İnsan Hakları alanındaki çalışmalarıyla bilinen Human Rights Watch (HRW) son yayınladığı raporda, “Bu ayın 15’inde Ruslar tarafından gerçekleştirildiği düşünülen iki hava saldırısı savaş hukukunu çiğnemiştir. Humus kentindeki sivil yerleşim birimlerini hedef alan saldırılarda 33’ü çocuk olmak üzere 59 kişi hayatını kaybetmiştir” ifadelerine yer verdi.
HRW, Rus yetkililerden saldırılara dair soruşturma başlatmasını talep etti, muharip unsurların sivil akrabalarının meşru hedefler olmadığını vurguladı.
Raporda, Rusya’nın ve Esed rejiminin kendilerini de bağlayan uluslararası insani kanunlara uyması gerektiğinin altı çizilerek, bu kanunlar mucibince sivillerin hedef alınmayacağı belirtildi.

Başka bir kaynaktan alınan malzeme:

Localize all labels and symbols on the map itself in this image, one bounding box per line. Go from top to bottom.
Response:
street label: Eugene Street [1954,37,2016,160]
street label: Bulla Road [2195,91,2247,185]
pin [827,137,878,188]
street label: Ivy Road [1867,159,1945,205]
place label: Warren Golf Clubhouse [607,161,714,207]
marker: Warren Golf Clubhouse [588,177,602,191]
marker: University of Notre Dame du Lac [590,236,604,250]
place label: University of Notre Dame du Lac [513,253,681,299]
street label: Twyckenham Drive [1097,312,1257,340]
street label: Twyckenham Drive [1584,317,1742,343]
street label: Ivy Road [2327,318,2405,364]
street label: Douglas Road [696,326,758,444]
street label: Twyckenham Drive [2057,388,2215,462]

Sivillerin zarar görebileceği bütün saldırlar öncesinde sivillere haber verilmesi gerektiği kaydedildi. Sivillerin tehlike altındaki bölgelerden çıkması ve bu bölgelere insani yardım ulaştırılabilmesi için acilen insani geçiş koridorlarına izin verilmesi gerektiği ifade edildi.
Humus kırsalındaki el-Garto kasabasına yönelik hava saldırılarının yansıdığı video görüntülerinde patlamanın şiddetinin yaralılar üzerindeki ağır etkisinin açık bir şekilde görüldüğü ifade edildi. Yaralıların durumundan “Sterokimya Bombası” olarak bilinen benzin ve gaz bombasının kullanılmış olma ihtimaline yer verildi.
HRC’nin Ortadoğu Bürosu Uygulama Müdür Yardımcısı Nedim Huri konuya ilişkin olarak, “Humus kentinin kuzeyindeki sivillerin çatışmaların şiddetlendiği durumlarda kaçabileceği bir yer yok” ifadelerini kullandı. Devamla, “Rusya’nın sivilleri koruma adına alınacak önlemler hususunda çok ihtiyatlı davranması gerekmektedir. Sivillerin istedikleri zaman bölgeden çıkışına imkân verilmeli, Rus ya da Esed rejimin uçaklarının bombardımanına maruz kalmamalıdırlar” şeklinde konuştu.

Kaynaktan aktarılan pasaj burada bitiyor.